Page Numbers

Specifies encoding method for page numbers in TEI.

All page numbers must be encoded along with the edition and volume number of the print original. We further include a link to the online image file used in the OCR process for the page.

Page and/or image information is included in three different places:
  1. The <TEI> element at the beginning of every file.
  2. The <div type="entry"> element at the start of the entry text.
  3. The <pb> (page beginning) element indicating the beginning of a new page in the entry.

The <TEI> element

<TEI xml:id="kp-eb0302-0698-0691" xml:lang="en" xmlns="http://www.tei-c.org/ns/1.0"/>
  1. The @xml:id attribute identifies the first print page of the source material. The first cluster after "kp" identifies the source as the 3th edition, volume 2. The next cluster records the last 4 digits of the source image filename. The last cluster records the print page number for the start of the entry.
  2. @xml:lang records the principle language of the text ("en" = English).
  3. @xmlns supplies the code namespace for the document (in this case, it gives the URI for the TEI namespace).

The <div> element

<div facs="ia:gri_33125011196710/page/n698" type="entry">
  1. We use @facs to identify the source information by adding the URI of the image used in the OCR process.
    1. "ia:" is a shorthand notation for the online archive where the image is hosted (in this case, Internet Archive). When output to HTML or PDF, these abbreviations are expanded to their full URI value, producing a valid URI that resolves to the online image.
  2. We include @type with the value entry to indicate that the text is an encyclopedia entry.
  3. See Misnumbered Pages note below.

The <pb> element

<pb break="no" facs="ia:gri_33125011196710/page/n699" xml:id="kp-eb0302-0699-0692"/>
  1. <pb> counts as a white space; setting @break to "no" turns this off.
  2. Include @facs with the URI for original page image.
  3. Add the @xml:id for the new page number. The last four digits of the image URI are also inserted into the @xml:id to insure uniqueness.
  4. See Misnumbered Pages note below.

Pagebreaks within notes

Notice:
We adapted this technique from the Women Writers Project.
Note text can run over to the next page(s).
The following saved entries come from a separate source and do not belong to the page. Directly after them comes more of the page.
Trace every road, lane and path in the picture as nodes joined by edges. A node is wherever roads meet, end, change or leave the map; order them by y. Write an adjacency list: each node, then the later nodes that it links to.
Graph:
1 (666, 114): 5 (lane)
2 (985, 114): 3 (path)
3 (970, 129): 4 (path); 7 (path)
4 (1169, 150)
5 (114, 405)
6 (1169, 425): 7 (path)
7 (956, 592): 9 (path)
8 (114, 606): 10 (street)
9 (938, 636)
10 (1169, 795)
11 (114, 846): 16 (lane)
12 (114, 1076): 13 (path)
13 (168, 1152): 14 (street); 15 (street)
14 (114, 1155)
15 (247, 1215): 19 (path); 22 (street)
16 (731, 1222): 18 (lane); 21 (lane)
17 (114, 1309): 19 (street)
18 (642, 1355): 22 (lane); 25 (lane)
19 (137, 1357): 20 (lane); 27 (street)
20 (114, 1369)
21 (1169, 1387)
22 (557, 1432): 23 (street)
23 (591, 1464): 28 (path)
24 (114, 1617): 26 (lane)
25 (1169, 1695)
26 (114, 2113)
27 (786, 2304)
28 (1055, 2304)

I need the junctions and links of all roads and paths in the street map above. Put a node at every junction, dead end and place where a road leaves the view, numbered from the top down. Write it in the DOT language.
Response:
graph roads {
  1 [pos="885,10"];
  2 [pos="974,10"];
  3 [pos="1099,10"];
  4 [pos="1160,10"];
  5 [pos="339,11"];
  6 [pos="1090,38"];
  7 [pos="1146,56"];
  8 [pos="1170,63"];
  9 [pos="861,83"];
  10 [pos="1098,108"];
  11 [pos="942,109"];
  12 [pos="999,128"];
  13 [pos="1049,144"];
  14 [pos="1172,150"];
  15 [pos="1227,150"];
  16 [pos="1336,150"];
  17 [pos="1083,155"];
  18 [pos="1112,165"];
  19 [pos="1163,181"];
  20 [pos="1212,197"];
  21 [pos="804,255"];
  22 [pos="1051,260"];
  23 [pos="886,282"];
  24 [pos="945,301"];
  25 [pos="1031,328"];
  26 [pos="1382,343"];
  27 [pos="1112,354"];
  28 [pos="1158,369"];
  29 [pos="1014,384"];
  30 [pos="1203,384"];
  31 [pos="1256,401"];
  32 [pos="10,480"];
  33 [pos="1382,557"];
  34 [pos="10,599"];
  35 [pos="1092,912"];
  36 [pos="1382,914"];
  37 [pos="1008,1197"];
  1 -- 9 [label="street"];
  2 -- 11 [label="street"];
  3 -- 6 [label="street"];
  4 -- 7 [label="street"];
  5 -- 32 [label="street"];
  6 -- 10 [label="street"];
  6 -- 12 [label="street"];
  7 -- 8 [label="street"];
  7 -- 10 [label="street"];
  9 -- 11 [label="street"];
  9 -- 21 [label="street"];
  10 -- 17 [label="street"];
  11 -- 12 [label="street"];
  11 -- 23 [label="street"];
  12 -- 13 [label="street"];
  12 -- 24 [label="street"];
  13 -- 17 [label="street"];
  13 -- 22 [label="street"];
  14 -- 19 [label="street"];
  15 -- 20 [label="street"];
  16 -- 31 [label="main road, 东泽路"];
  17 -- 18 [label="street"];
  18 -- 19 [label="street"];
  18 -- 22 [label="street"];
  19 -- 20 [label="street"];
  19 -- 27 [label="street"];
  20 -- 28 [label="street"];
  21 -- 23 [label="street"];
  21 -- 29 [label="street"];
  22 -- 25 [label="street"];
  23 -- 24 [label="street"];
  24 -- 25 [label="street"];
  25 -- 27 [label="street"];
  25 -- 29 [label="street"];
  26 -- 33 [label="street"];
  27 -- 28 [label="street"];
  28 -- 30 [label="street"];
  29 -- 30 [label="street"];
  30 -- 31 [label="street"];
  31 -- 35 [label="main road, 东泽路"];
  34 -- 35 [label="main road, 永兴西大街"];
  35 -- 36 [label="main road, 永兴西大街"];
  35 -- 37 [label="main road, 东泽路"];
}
Link the <pb> in the note to the corresponding <pb> in the main text using @xml:id and @corresp on both <pb> elements, to clarify that they both reference the same page break.
  • For the <pb> in the note,
    1. <pb corresp="kp-eb0301-0059-0036" xml:id="pbn336"/>
    2. Add @corresp with the value of the corresponding @xml:id in the main text <pb>.
    3. Create an @xml:id value for the <pb>. It should begin with pbn followed by the edition number and the referenced page number.
  • For the <pb> in the main text,
    1. <pb corresp="pbn336" facs="ia:gri_33125011196827/page/n59" xml:id="kp-eb0301-0059-0036"/>
    2. Add @corresp with the value of the corresponding @xml:id in the note <pb>.

Misnumbered pages

n="misnumbered 0150" xml:id="kp-eb0302-0162-0148"

While rare, sometimes page numbers in the print editions are obviously in error. In such cases, use the correct page number in @xml:id. Then add @n with the value misnumbered nnn, replacing nnn with the printed page number. This indicates the original page number was out of sequence.